Dataset entries -
########################################
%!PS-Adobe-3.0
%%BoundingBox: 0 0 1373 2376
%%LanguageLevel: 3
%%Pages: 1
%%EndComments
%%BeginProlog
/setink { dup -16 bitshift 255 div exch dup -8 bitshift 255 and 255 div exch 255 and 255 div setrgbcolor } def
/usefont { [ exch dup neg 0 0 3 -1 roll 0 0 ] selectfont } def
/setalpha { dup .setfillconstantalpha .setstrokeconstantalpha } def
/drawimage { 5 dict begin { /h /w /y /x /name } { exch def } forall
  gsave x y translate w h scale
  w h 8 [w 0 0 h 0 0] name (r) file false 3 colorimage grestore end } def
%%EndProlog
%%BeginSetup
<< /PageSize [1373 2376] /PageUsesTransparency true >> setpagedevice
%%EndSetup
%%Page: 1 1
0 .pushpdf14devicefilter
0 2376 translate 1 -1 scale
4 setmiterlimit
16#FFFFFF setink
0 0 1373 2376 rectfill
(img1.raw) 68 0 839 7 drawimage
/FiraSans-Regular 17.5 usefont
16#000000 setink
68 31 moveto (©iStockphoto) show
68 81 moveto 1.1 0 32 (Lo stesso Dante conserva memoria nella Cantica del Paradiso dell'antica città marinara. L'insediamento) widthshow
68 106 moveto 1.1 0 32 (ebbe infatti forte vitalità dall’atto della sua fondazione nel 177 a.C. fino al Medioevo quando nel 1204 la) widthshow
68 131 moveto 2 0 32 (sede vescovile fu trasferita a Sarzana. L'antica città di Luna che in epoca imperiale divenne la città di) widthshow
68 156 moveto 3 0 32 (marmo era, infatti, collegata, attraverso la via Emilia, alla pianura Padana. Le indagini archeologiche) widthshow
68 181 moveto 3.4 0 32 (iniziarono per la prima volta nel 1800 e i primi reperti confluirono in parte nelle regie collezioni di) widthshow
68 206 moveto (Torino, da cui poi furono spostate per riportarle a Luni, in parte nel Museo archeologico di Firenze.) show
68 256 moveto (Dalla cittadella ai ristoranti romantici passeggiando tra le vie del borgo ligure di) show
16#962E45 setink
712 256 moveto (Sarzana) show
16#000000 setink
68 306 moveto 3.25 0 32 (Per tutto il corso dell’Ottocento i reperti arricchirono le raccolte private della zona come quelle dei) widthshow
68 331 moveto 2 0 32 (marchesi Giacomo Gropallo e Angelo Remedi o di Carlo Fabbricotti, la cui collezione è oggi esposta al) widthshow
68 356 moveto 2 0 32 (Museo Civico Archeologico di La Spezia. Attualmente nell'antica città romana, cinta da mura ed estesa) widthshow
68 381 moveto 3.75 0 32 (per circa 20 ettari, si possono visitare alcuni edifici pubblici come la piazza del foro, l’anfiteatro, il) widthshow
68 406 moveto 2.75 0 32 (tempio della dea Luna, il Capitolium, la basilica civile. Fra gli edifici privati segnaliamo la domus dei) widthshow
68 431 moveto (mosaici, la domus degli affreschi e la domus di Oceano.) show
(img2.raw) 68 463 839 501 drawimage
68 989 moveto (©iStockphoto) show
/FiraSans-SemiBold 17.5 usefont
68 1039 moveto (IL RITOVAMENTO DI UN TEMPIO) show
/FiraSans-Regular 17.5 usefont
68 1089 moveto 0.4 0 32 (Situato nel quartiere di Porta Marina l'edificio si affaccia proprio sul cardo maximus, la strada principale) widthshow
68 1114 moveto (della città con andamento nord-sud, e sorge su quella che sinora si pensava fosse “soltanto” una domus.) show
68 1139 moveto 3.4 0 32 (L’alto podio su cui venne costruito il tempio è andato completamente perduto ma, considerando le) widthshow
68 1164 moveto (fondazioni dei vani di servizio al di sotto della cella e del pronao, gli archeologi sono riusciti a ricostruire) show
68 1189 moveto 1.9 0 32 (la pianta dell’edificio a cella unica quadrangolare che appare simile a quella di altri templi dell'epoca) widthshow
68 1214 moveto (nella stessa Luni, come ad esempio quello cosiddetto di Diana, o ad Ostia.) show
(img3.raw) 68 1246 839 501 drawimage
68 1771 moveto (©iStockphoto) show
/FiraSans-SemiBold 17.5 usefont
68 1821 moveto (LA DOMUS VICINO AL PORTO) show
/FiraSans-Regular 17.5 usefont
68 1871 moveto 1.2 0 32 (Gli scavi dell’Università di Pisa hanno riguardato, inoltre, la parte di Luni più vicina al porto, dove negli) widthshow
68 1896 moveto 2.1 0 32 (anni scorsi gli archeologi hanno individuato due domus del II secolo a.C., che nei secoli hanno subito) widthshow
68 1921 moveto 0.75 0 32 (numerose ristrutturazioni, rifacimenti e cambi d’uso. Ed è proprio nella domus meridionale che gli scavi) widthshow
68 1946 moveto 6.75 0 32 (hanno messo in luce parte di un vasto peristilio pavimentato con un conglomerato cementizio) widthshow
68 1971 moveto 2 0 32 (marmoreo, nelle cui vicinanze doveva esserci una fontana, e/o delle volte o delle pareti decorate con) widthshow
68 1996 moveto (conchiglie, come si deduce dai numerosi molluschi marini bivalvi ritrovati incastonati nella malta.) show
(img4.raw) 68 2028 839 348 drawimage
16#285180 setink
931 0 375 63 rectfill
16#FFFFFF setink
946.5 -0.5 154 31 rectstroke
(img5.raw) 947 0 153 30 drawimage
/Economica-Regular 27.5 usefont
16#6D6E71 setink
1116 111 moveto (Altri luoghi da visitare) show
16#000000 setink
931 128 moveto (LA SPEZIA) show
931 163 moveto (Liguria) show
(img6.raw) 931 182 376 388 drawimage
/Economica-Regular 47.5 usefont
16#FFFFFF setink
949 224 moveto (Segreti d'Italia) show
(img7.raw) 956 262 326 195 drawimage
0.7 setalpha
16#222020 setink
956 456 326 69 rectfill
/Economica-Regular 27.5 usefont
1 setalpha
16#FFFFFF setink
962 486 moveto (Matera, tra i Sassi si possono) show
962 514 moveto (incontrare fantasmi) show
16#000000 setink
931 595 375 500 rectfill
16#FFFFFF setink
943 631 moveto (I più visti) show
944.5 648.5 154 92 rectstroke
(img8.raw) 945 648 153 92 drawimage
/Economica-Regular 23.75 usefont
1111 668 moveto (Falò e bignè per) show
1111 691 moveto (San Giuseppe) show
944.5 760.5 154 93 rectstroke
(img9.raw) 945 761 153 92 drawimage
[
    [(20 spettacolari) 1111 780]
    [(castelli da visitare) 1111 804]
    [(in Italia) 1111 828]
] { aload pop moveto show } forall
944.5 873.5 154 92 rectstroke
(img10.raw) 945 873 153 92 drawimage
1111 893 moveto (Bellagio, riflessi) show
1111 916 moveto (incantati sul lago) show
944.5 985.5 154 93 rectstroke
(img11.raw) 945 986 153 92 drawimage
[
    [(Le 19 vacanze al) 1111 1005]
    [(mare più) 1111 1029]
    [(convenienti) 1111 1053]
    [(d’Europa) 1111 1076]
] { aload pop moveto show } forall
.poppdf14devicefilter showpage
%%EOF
########################################
Exercise objective - Within the listing above, the range opens at the line with "dup .setfillconstantalpha .setstrokeconstantalpha" and closes at the line with "4 setmiterlimit". Reproduce exactly the lines of that range, including both ends.

The completed task -
/setalpha { dup .setfillconstantalpha .setstrokeconstantalpha } def
/drawimage { 5 dict begin { /h /w /y /x /name } { exch def } forall
  gsave x y translate w h scale
  w h 8 [w 0 0 h 0 0] name (r) file false 3 colorimage grestore end } def
%%EndProlog
%%BeginSetup
<< /PageSize [1373 2376] /PageUsesTransparency true >> setpagedevice
%%EndSetup
%%Page: 1 1
0 .pushpdf14devicefilter
0 2376 translate 1 -1 scale
4 setmiterlimit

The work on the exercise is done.